In this article, we look at three recent advances in particular: search technologies, software as a service (SaaS), and operational BI. In order to understand how these technologies are being implemented and made available to organizations, we must look at the vendors that provide them. A complete survey of all vendors in these technology brackets is practically impossible; what we illustrate in this article is simply that innovation is still very much alive and well in BI.
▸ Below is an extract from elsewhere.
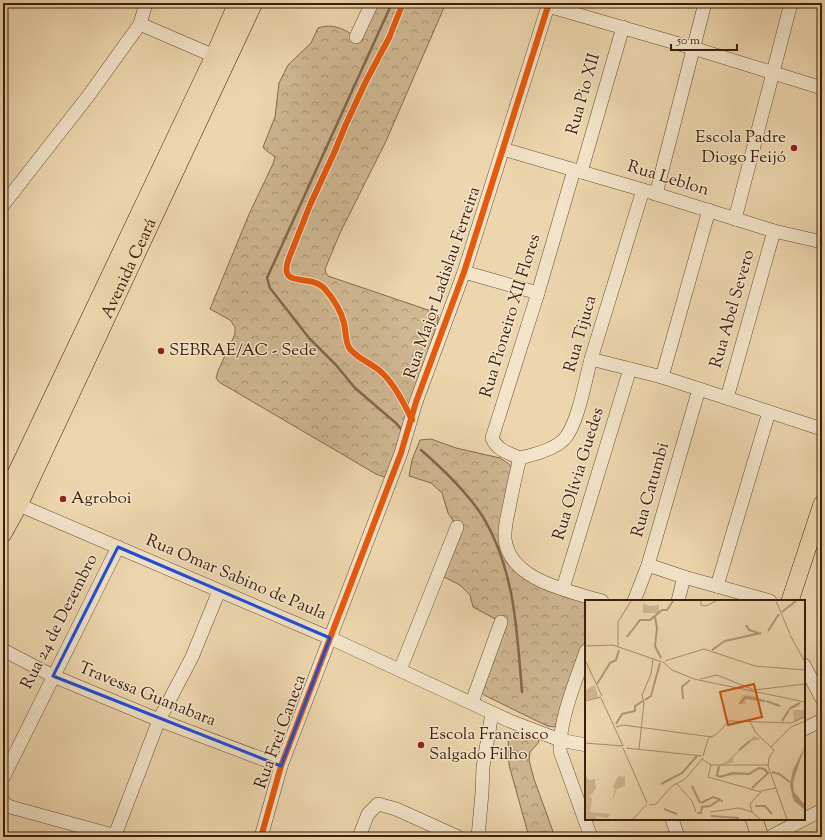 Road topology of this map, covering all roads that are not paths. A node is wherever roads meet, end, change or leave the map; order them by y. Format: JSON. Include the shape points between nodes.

The traditional BI solution comprises a data warehouse or data marts (individual business area–specific data stores for reporting and analysis) as its foundation. Data warehouses are designed for high performance in querying operations, and often contain summaries based on business needs. Extract, transform, and load (ETL) processes bring data from operational data sources into the data warehouse periodically, the frequency dependent on latency needs. Between extracting data from sources and loading them into targets, data cleansing and data summarization are activities that take place in an ETL process. Online analytical processing (OLAP) provides high-performance access to data in the data warehouse through the creation of cubes, which are data structures that aggregate data across multiple dimensions and provide the business user with an analytical environment. Reporting and querying environments provide access to canned or ad hoc enquiries into historical data in the data warehouse/marts.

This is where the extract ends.